Ingredients:
Thuvar Dal - 1 cup
Onions - 2 nos
Tomato - 2 nos
Green Chilly - 1 or 2 depending upon the size
Garlic - 2 cloves (optional)
Turmeric Powder - 1 tspn
Tamarind - a lemon size
or
Tamarind Paste - 2 tbsp
Sambar Powder - 1 tsp
Red Chilly Powder - 1/4 tsp
Coriander Powder - 1/2 tsp
Curry Leaves - 1/4 cup
Coriander Leaves - 1/2 cup (finely chopped)
Salt to taste
Oil - 2 tbsp
Mustard Seeds - 1/2 tsp
Bengal Gram - 2 tbsp
Asafodeita - 1/2 tsp
Method:
Chop onions and tomatoes finely. Slit the green chillies into 2 (care to be taken not to cut them into two vertical halves, simple sliting is enough). Pressure cook the thuvar dal along with garlic, green chillies, tomato and onion and mash it thoroughly. Extract thick juice out of tamarind or add 1 cup of water to the tamarind paste to make thick juice.
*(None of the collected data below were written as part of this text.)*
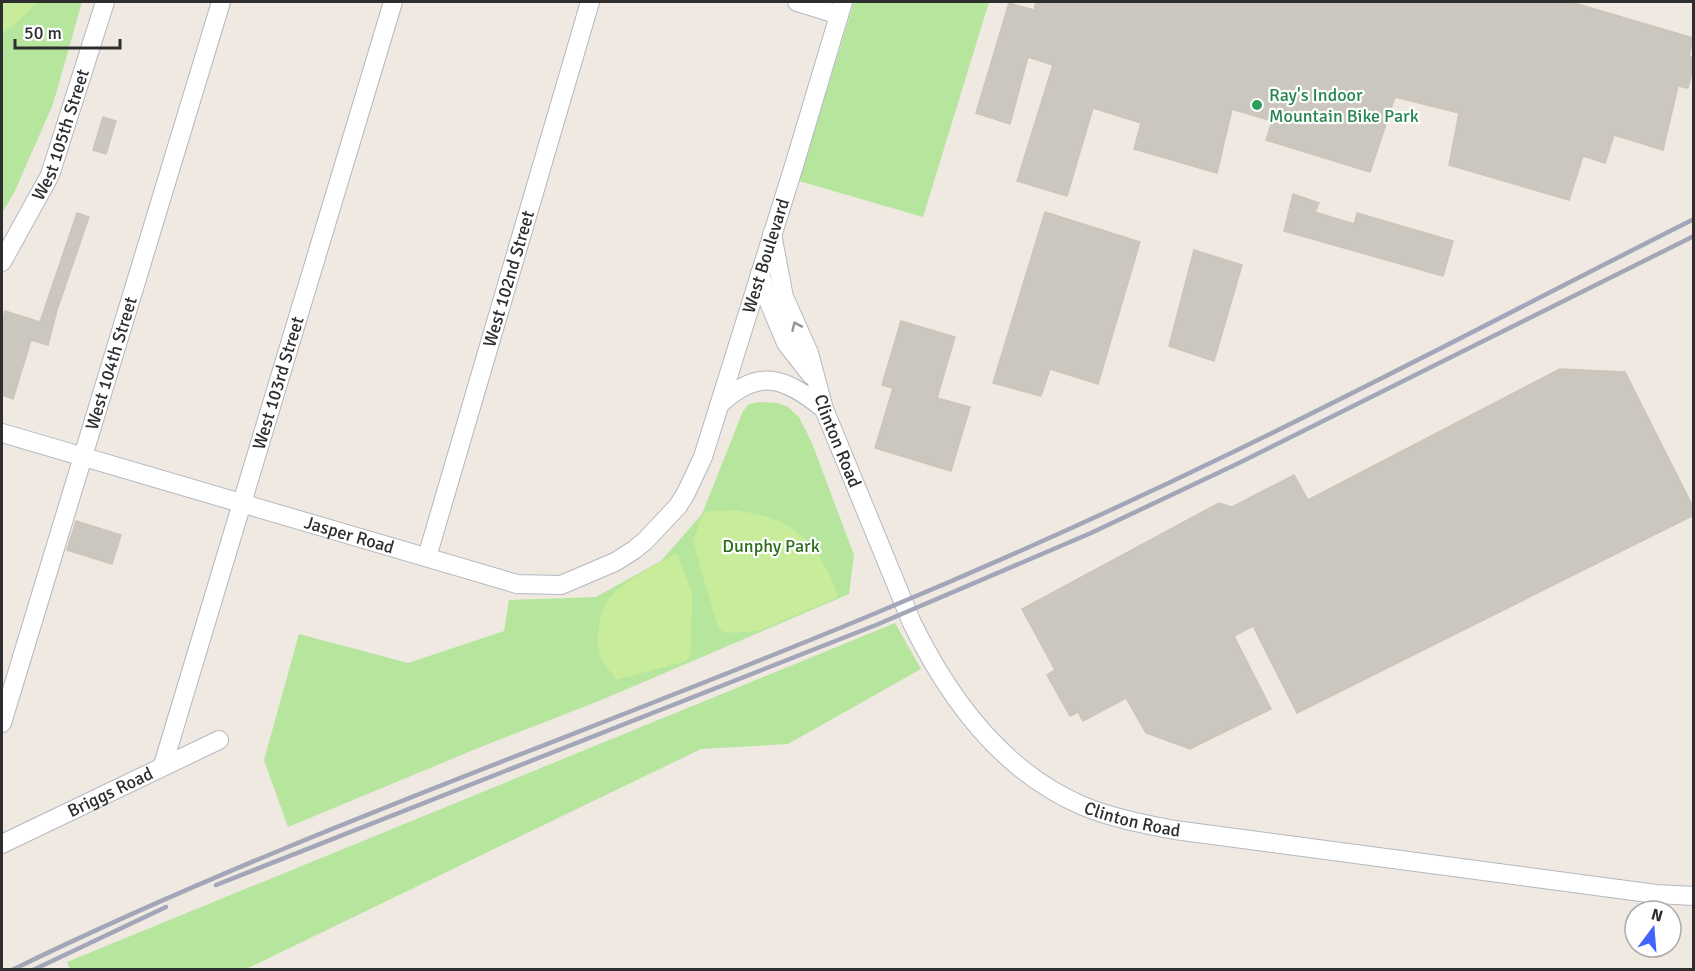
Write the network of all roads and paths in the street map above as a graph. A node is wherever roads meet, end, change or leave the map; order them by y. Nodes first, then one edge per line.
1 (105, 2) edge
2 (221, 2) edge
3 (393, 2) edge
4 (590, 2) edge
5 (797, 2) edge
6 (841, 8) edge
7 (772, 234) junction
8 (2, 262) edge
9 (760, 273) junction
10 (776, 298) junction
11 (717, 407) junction
12 (824, 409) junction
13 (2, 433) edge
14 (82, 455) junction
15 (241, 504) junction
16 (678, 506) joint
17 (427, 557) junction
18 (2, 723) edge
19 (219, 740) dead end
20 (163, 765) junction
21 (2, 844) edge
22 (1694, 896) edge

1 - 8 street, West 105th Street
2 - 14 street, West 104th Street
3 - 15 street, West 103rd Street
4 - 17 street, West 102nd Street
5 - 6 street
6 - 7 street, West Boulevard
7 - 9 street, West Boulevard
7 - 10 street, Clinton Road
9 - 10 street, Clinton Road
9 - 11 street, West Boulevard
10 - 12 street, Clinton Road
11 - 12 street
11 - 16 street, West Boulevard
12 - 22 street, Clinton Road
13 - 14 street, Jasper Road
14 - 15 street, Jasper Road
14 - 18 street, West 104th Street
15 - 17 street, Jasper Road
15 - 20 street, West 103rd Street
16 - 17 street, Jasper Road
19 - 20 street, Briggs Road
20 - 21 street, Briggs Road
In a pan add 2 tbsp of oil and add mustard seeds when it is hot. When the seeds splutter add bengal gram and saute till it becomes golden brown in colour. Add half of the curry leaves and fry them too for a while. Add the tamarind juice and mix chilly powder, coriander powder, sambar powder, asafodeita and salt. Add 2 cups of water and bring it to boil till the smell of the raw tamarind and sambar powder is gone. (This will normally take 10 to 15 mins). Add mashed dal and cook for a few more minutes till it thickens.
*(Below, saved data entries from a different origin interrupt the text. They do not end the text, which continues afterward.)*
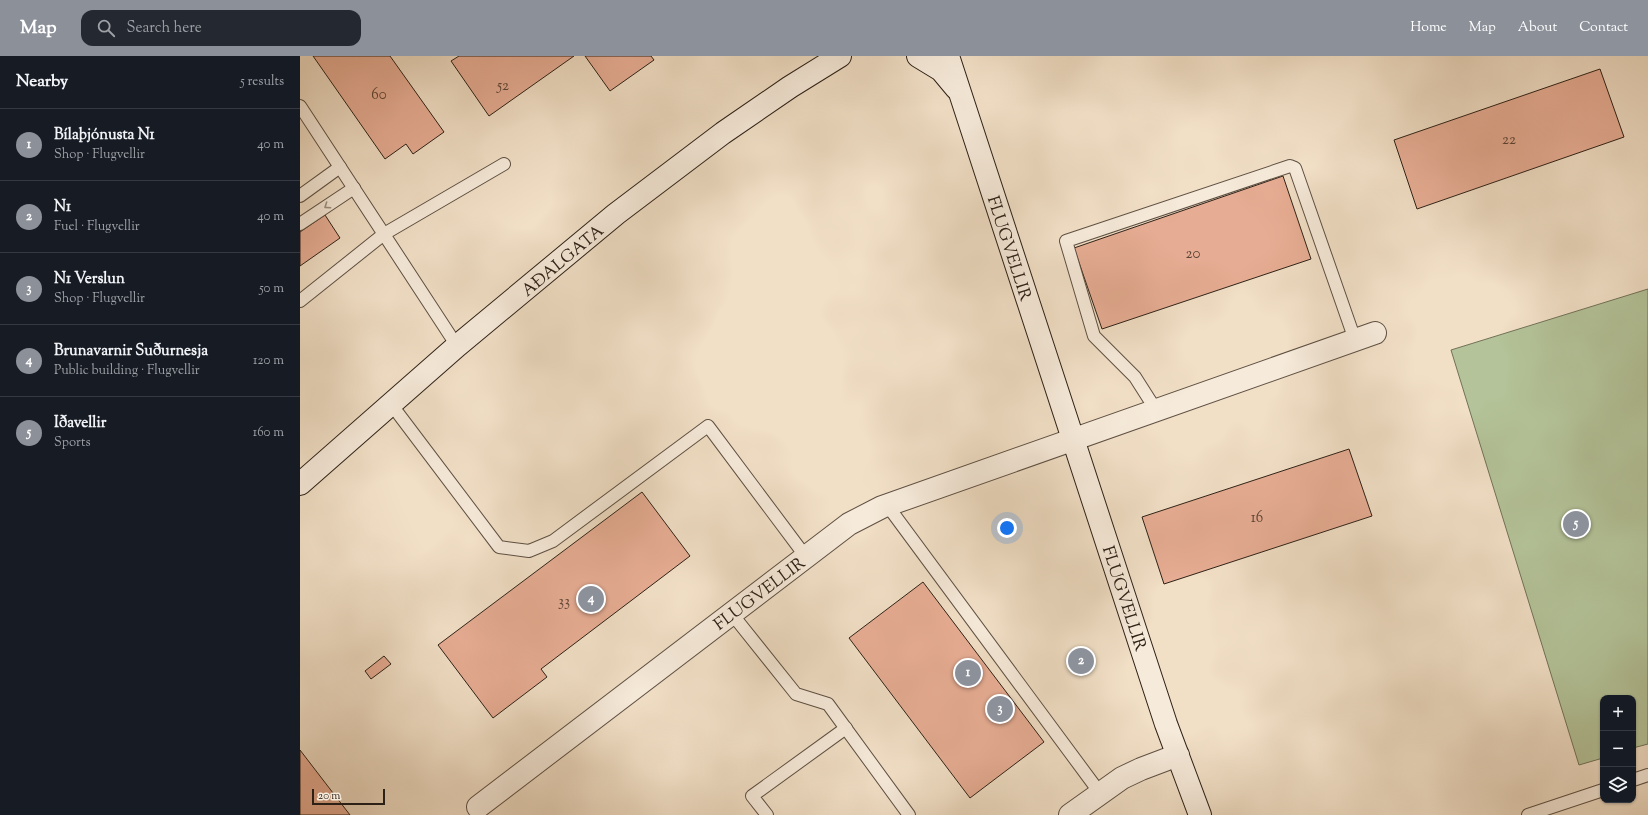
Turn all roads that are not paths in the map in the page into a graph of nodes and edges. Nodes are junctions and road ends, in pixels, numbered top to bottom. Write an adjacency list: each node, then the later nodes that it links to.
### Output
1 (840, 56): 16 (street, AÐALGATA)
2 (918, 56): 5 (street)
3 (948, 56): 5 (street, FLUGVELLIR)
4 (958, 56): 5 (street)
5 (960, 93): 19 (street, FLUGVELLIR)
6 (300, 106): 8 (lane)
7 (504, 164): 12 (lane)
8 (340, 167): 9 (lane); 10 (lane)
9 (354, 188): 11 (lane, one-way to 11); 12 (lane)
10 (300, 196)
11 (300, 224)
12 (384, 234): 13 (lane); 16 (lane)
13 (300, 301)
14 (1375, 333): 15 (street, FLUGVELLIR)
15 (1355, 340): 18 (street, FLUGVELLIR); 18 (lane)
16 (457, 346): 17 (street, AÐALGATA)
17 (391, 404): 20 (street, AÐALGATA); 22 (lane)
18 (1156, 410): 19 (street, FLUGVELLIR)
19 (1073, 440): 21 (street, FLUGVELLIR); 25 (street, FLUGVELLIR)
20 (300, 484)
21 (887, 505): 22 (street, FLUGVELLIR); 29 (lane)
22 (806, 557): 23 (street, FLUGVELLIR)
23 (732, 614): 24 (lane); 30 (street, FLUGVELLIR)
24 (846, 728): 31 (lane); 32 (lane)
25 (1178, 755): 29 (street); 34 (street, FLUGVELLIR)
26 (1648, 775): 27 (lane)
27 (1636, 779)
28 (1600, 791): 35 (lane)
29 (1100, 793): 33 (street)
30 (473, 811)
31 (767, 815)
32 (909, 815)
33 (1070, 815)
34 (1200, 815)
35 (1528, 815)

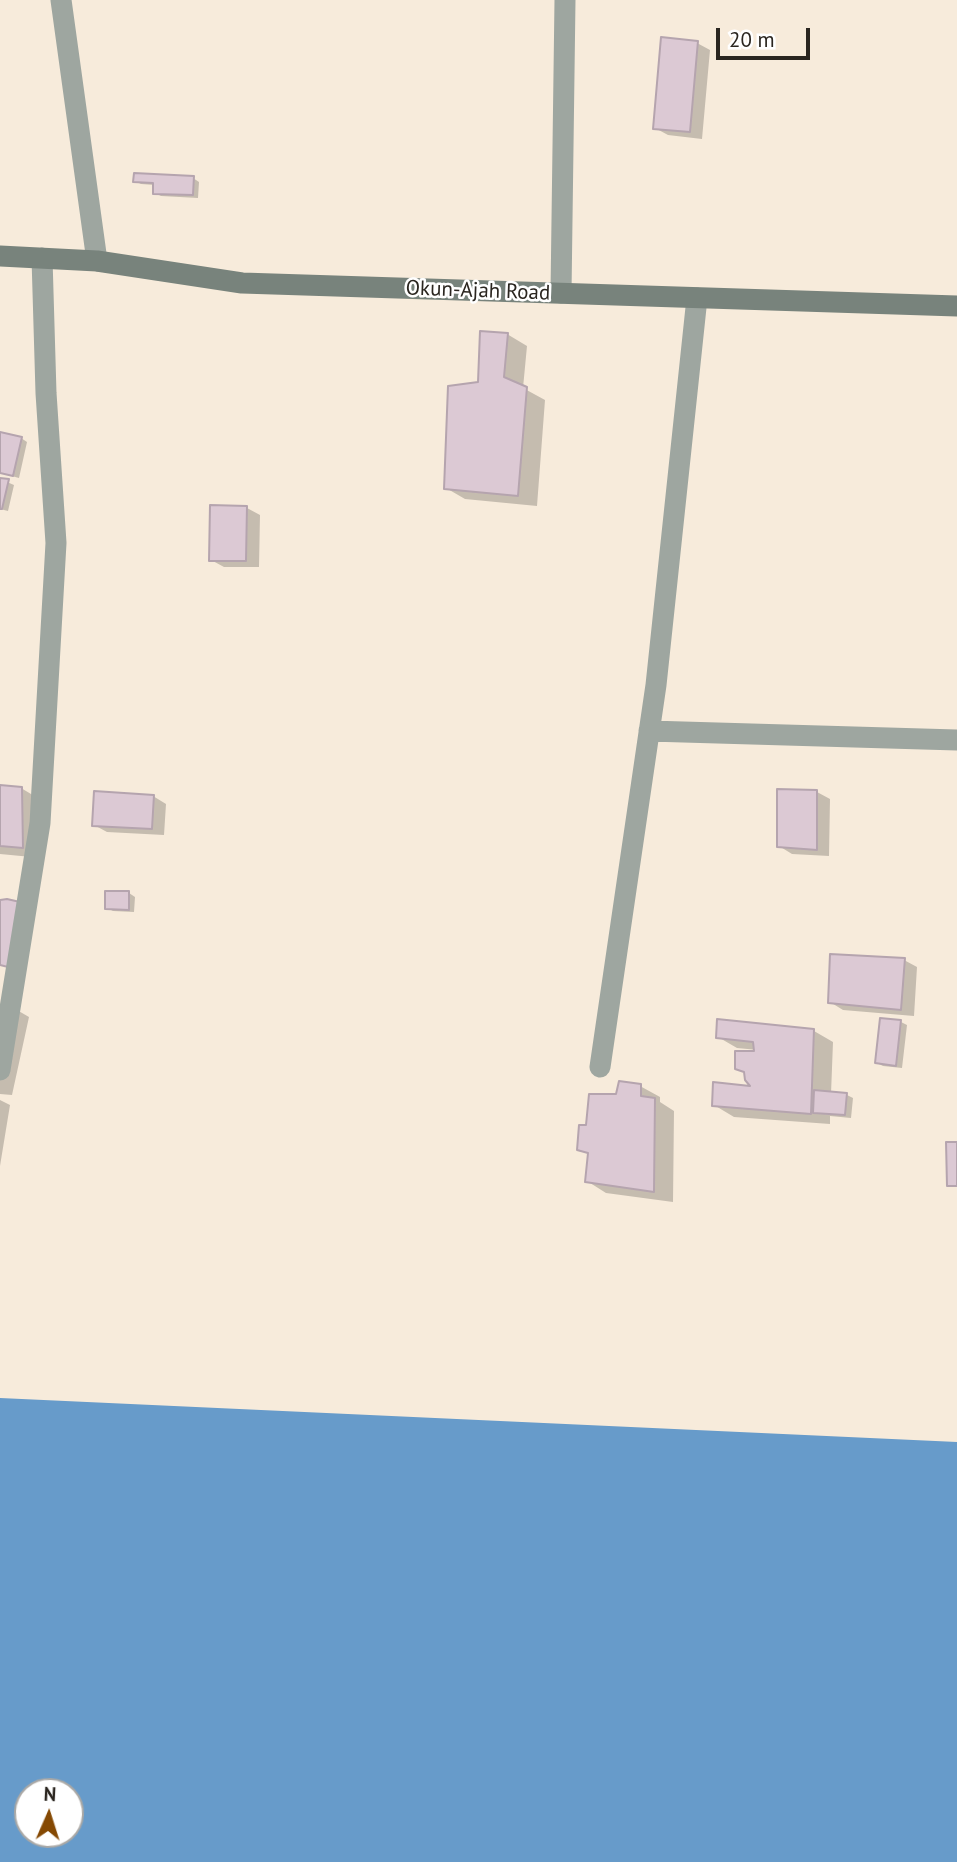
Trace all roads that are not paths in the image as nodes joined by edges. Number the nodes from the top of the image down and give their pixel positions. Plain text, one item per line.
1 (61, 0) edge
2 (565, 0) edge
3 (0, 256) edge
4 (42, 258) junction
5 (97, 261) junction
6 (561, 293) junction
7 (696, 298) junction
8 (957, 306) edge
9 (649, 731) junction
10 (957, 740) edge
11 (600, 1067) dead end
12 (0, 1070) edge

1 - 5 street
2 - 6 street
3 - 4 main road, Okun-Ajah Road
4 - 5 main road, Okun-Ajah Road
4 - 12 street
5 - 6 main road, Okun-Ajah Road
6 - 7 main road, Okun-Ajah Road
7 - 8 main road, Okun-Ajah Road
7 - 9 street
9 - 10 street
9 - 11 street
Cut the remaining curry leaves finely and garnish it on top of the sambar along with coriander leaves.
Makes a great side dish for idlies and dosas.
Note: If the same is to be had with rice, vegetables like Lady's finger, Brinjal or Drumstick can be added along with tamarind water and cooked in it so that the taste of tamarind, spiciness of sambar and the taste of salt gets into the vegetables in the right proportion.